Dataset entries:
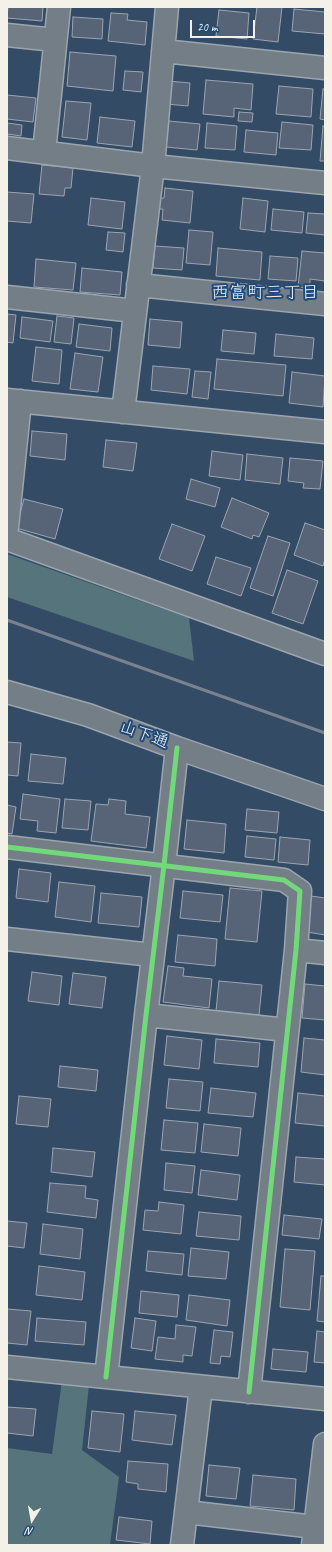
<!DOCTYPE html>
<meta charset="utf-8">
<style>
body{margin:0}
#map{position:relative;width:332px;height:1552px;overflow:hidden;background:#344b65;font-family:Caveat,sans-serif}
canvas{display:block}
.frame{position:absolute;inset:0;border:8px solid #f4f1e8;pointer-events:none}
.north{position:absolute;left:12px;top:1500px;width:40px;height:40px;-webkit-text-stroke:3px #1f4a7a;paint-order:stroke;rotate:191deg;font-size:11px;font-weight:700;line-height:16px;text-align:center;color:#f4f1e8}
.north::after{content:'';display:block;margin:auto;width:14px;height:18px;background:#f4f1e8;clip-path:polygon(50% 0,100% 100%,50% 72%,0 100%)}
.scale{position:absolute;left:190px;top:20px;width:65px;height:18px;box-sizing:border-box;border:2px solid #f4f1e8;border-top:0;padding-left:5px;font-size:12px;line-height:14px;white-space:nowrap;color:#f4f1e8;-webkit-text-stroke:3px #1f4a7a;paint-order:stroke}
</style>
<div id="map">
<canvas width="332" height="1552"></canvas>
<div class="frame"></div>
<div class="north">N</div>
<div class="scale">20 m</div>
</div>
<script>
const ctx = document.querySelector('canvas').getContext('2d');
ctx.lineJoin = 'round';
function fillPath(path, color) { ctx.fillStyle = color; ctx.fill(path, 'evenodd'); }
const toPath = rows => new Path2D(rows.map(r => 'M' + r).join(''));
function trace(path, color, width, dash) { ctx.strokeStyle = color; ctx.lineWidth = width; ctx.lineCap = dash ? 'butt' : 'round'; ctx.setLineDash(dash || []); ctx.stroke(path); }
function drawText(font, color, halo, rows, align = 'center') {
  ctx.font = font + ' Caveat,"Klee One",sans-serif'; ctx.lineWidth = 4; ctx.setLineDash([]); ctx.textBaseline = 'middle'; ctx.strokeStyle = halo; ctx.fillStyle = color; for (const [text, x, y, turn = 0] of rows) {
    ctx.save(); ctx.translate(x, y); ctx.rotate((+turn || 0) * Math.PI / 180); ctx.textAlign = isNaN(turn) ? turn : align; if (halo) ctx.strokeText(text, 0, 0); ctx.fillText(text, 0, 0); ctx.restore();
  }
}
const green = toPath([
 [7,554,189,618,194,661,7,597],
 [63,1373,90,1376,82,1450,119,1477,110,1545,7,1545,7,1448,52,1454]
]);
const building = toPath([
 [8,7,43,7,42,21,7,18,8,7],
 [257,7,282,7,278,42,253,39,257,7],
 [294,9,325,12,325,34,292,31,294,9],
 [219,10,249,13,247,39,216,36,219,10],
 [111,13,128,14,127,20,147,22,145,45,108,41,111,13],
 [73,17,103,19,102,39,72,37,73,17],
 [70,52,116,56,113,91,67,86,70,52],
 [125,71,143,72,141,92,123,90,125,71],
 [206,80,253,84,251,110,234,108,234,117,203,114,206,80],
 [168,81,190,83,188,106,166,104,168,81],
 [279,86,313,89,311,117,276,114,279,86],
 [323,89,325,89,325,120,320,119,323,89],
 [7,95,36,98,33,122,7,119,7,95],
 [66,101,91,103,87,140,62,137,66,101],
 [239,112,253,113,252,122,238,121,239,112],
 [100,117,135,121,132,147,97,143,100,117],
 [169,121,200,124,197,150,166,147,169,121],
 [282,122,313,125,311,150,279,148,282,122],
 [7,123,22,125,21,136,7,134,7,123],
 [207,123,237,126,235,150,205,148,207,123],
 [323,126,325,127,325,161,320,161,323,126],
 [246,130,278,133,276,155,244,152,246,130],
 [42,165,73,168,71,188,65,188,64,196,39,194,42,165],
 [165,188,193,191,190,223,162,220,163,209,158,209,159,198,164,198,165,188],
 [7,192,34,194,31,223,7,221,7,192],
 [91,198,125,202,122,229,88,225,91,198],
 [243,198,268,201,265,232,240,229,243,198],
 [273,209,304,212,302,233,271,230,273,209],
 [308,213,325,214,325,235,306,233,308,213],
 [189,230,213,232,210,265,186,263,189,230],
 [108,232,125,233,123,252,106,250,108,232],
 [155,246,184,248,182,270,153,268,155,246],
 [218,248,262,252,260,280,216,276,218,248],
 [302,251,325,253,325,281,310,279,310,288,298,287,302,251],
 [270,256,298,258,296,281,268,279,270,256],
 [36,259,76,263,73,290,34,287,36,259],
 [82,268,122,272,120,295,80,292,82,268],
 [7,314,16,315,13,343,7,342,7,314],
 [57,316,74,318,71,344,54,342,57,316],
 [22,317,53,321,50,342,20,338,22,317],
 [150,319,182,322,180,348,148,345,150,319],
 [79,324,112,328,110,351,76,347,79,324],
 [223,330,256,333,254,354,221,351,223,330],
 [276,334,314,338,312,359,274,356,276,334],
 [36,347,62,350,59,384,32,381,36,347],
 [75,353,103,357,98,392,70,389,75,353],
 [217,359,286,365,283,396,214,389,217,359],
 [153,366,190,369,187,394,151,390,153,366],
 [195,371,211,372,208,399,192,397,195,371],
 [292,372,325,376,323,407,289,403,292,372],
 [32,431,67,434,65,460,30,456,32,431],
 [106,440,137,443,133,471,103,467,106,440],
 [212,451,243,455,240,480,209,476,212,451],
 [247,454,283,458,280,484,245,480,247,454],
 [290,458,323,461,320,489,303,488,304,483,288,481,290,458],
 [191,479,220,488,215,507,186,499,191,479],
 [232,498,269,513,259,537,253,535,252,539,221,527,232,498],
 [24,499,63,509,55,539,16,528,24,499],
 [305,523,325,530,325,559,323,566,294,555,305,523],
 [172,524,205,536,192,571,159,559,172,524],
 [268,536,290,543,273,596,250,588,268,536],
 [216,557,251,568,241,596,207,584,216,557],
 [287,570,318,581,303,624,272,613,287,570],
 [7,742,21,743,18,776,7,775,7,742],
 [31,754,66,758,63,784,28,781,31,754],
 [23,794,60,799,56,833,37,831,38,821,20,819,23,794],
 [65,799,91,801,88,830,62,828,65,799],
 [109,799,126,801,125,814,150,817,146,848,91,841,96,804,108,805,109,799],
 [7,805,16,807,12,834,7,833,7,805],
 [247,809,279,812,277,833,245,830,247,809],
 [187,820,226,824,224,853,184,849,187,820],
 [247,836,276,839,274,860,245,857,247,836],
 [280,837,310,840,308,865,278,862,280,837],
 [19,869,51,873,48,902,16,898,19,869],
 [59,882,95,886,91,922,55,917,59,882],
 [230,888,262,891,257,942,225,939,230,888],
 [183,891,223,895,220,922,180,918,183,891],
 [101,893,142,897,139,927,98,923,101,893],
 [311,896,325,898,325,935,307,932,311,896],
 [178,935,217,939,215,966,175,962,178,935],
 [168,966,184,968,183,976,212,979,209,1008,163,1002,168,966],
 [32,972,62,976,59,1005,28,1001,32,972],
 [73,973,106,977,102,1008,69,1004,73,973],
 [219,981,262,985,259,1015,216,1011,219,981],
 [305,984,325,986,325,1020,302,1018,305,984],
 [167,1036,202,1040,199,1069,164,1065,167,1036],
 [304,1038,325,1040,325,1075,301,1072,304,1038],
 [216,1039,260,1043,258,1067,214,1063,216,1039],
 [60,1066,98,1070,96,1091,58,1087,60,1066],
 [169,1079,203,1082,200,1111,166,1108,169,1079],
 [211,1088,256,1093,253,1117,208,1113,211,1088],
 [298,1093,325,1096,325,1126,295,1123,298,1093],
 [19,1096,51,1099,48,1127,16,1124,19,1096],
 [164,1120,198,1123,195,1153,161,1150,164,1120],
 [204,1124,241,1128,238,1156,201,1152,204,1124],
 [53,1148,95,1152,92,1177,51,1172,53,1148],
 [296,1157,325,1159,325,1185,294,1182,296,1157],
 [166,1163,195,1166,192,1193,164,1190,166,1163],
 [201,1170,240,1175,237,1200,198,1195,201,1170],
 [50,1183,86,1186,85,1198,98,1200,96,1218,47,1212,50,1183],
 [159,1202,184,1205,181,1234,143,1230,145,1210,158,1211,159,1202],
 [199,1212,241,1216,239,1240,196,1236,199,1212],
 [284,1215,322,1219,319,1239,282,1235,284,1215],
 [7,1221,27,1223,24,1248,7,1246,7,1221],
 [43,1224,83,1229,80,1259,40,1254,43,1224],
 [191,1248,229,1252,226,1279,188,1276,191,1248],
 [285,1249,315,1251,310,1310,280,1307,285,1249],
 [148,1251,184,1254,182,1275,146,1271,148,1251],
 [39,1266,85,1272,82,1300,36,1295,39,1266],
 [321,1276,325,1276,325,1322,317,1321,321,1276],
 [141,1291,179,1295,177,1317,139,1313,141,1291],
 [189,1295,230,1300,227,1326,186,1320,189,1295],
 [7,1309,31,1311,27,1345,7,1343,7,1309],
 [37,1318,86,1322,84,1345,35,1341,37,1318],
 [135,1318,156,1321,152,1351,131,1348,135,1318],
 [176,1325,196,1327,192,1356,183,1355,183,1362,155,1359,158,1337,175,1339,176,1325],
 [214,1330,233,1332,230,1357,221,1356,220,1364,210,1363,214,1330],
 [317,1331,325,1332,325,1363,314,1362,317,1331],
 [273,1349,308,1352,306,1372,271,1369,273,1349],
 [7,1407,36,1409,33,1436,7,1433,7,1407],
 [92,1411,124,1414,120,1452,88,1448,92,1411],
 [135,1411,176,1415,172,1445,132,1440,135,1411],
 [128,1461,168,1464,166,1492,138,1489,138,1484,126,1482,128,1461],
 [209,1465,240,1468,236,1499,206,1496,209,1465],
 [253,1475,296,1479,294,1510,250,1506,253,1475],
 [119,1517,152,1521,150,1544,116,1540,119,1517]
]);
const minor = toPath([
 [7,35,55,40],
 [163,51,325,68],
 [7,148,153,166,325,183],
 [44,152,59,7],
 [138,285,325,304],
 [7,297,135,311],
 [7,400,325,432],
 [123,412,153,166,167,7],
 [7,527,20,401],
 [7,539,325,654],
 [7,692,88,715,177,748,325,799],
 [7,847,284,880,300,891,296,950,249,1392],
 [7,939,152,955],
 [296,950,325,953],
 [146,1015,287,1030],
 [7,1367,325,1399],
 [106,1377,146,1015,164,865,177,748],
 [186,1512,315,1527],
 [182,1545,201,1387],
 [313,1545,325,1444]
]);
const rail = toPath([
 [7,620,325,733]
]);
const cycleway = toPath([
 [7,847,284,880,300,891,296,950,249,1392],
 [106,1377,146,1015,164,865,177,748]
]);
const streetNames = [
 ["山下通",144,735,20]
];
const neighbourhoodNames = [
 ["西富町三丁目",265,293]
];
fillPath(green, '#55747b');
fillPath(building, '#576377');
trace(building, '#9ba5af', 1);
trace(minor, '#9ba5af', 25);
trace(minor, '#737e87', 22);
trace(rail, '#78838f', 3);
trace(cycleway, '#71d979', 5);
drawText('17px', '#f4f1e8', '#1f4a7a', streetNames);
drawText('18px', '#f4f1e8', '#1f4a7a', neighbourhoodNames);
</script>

Exercise objective
Take the entries above and copy out all lines with the string "halo".

Written response
function drawText(font, color, halo, rows, align = 'center') {
  ctx.font = font + ' Caveat,"Klee One",sans-serif'; ctx.lineWidth = 4; ctx.setLineDash([]); ctx.textBaseline = 'middle'; ctx.strokeStyle = halo; ctx.fillStyle = color; for (const [text, x, y, turn = 0] of rows) {
    ctx.save(); ctx.translate(x, y); ctx.rotate((+turn || 0) * Math.PI / 180); ctx.textAlign = isNaN(turn) ? turn : align; if (halo) ctx.strokeText(text, 0, 0); ctx.fillText(text, 0, 0); ctx.restore();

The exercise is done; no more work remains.